Read-operations, on the other hand, can be served by any secondary. So when you have a lot of read requests, then you can increase read-performance by adding more secondaries to the replica-set and having your clients distribute their requests to different members of the replica-set.
Replica-sets also offer fault-tolerance. When one of the members of the replica-set goes down, the others take over. When the primary goes down, the secondaries will elect a new primary. For that reason it is recommended for productive deployment to always use MongoDB as a replica-set of at least three servers, with at least two of them holding data. In that scenario, the third one is a data-less "arbiter" which serves no purpose except electing the remaining secondary as the new primary when the actual primary goes down.

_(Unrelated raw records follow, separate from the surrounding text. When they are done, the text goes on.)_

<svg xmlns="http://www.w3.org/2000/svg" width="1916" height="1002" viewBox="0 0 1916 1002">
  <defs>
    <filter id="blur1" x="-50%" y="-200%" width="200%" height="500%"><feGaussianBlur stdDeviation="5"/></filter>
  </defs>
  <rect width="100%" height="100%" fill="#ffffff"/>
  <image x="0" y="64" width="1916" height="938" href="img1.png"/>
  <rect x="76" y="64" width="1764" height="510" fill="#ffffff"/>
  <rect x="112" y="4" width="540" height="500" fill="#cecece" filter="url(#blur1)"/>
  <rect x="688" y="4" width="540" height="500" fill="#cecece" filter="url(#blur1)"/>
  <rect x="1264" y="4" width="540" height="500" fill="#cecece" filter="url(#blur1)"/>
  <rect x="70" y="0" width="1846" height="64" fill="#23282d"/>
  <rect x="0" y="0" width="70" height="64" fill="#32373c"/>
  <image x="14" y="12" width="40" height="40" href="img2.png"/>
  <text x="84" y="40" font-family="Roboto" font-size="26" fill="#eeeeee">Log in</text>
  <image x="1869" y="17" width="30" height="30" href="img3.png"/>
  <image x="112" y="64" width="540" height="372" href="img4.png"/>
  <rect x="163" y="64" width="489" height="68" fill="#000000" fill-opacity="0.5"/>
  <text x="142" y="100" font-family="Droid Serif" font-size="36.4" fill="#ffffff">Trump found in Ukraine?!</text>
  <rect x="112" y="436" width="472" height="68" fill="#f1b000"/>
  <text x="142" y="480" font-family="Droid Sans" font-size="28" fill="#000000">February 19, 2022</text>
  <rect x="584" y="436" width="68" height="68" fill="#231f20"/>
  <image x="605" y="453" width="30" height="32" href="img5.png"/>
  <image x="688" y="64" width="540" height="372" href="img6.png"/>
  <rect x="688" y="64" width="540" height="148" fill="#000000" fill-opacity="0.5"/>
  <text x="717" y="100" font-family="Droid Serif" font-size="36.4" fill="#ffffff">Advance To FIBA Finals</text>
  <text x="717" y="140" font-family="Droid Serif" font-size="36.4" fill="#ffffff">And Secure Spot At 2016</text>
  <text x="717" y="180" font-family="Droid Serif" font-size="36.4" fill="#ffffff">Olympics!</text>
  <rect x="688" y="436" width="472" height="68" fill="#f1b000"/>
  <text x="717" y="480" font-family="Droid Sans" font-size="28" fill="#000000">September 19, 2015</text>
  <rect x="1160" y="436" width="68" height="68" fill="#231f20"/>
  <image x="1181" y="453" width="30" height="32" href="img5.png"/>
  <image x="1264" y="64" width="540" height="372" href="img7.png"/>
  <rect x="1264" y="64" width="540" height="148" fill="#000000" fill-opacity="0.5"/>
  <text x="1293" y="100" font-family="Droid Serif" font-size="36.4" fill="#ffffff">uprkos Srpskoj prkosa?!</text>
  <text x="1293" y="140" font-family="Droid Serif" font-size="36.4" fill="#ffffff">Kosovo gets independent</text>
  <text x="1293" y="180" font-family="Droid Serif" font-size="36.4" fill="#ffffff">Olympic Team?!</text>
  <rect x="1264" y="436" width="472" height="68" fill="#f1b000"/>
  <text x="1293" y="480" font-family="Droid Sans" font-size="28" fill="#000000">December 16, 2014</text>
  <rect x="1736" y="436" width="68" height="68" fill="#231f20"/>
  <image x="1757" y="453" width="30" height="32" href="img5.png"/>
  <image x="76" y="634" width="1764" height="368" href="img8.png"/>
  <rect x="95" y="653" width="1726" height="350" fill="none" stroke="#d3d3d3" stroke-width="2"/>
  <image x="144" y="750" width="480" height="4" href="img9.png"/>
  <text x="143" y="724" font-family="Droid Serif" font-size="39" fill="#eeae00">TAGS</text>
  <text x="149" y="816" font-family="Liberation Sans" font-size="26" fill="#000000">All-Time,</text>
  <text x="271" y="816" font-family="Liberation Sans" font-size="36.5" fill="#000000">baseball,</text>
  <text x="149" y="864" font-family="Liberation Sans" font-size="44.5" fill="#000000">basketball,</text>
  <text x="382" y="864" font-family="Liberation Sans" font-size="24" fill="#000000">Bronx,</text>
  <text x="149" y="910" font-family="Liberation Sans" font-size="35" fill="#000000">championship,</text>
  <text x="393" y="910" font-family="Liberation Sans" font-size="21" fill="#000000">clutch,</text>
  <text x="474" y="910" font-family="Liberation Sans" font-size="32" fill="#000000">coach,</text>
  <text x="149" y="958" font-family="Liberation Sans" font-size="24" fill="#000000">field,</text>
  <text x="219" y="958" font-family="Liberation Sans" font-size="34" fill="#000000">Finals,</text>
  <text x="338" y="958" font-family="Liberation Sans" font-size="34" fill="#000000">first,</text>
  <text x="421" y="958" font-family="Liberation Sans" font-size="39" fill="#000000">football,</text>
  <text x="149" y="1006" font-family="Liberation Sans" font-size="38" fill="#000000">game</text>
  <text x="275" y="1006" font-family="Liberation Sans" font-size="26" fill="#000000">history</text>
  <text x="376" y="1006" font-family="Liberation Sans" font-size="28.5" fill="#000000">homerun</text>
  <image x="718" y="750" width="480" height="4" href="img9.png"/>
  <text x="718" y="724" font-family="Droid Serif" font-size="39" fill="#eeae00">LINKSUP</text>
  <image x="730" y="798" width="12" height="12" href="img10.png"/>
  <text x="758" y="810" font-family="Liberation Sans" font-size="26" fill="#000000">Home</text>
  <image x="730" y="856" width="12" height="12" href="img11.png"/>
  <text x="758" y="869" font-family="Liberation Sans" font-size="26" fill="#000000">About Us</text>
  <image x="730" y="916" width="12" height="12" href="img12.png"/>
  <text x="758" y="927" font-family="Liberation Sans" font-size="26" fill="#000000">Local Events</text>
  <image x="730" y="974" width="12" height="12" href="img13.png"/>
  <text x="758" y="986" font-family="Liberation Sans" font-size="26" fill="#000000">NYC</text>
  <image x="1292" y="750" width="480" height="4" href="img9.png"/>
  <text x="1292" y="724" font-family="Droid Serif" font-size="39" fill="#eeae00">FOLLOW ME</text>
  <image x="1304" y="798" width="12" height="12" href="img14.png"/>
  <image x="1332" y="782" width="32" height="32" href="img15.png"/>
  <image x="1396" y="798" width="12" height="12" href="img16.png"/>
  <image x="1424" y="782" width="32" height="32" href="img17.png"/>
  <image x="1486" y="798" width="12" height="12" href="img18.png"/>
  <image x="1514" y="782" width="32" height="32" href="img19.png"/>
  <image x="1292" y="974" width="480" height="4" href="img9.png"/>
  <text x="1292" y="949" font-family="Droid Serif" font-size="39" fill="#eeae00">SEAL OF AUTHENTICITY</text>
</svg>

A Sharded Cluster means that each shard of the cluster (which can also be a replica-set) takes care of a part of the data. Each request, both reads and writes, is served by the cluster where the data resides. This means that both read- and write performance can be increased by adding more shards to a cluster. Which document resides on which shard is determined by the shard key of each collection. It should be chosen in a way that the data can be evenly distributed on all clusters and so that it is clear for the most common queries where the shard-key resides (example: when you frequently query by user_name
, your shard-key should include the field user_name
so each query can be delegated to only the one shard which has that document).
The drawback is that the fault-tolerance suffers. When one shard of the cluster goes down, any data on it is inaccessible. For that reason each member of the cluster should also be a replica-set. This is not required. When you don't care about high-availability, a shard can also be a single mongod instance without replication. But for production-use you should always use replication.
So what does that mean for your example?
Sharded Cluster
/ | \
Shard A Shard B Shard C
/ \ / \ / \
+-------+ +---------+ +-------+ +---------+ +-------+ +---------+
|Primary| |Secondary| |Primary| |Secondary| |Primary| |Secondary|
| 25GB |=| 25GB | | 25 GB |=| 25 GB | | 25GB |=| 25GB |
+-------+ +---------+ +-------+ +---------+ +-------+ +---------+
When you want to split your data of 75GB into 3 shards of 25GB each, you need at least 6 database servers organized in three replica-sets. Each replica-set consists of two servers who have the same 25GB of data.
You also need servers for the arbiters of the three replica-sets as well as the mongos router and the config server for the cluster. The arbiters are very lightweight and are only needed when a replica-set member goes down, so they can usually share the same hardware with something else. But Mongos router and config-server should be redundant and on their own servers.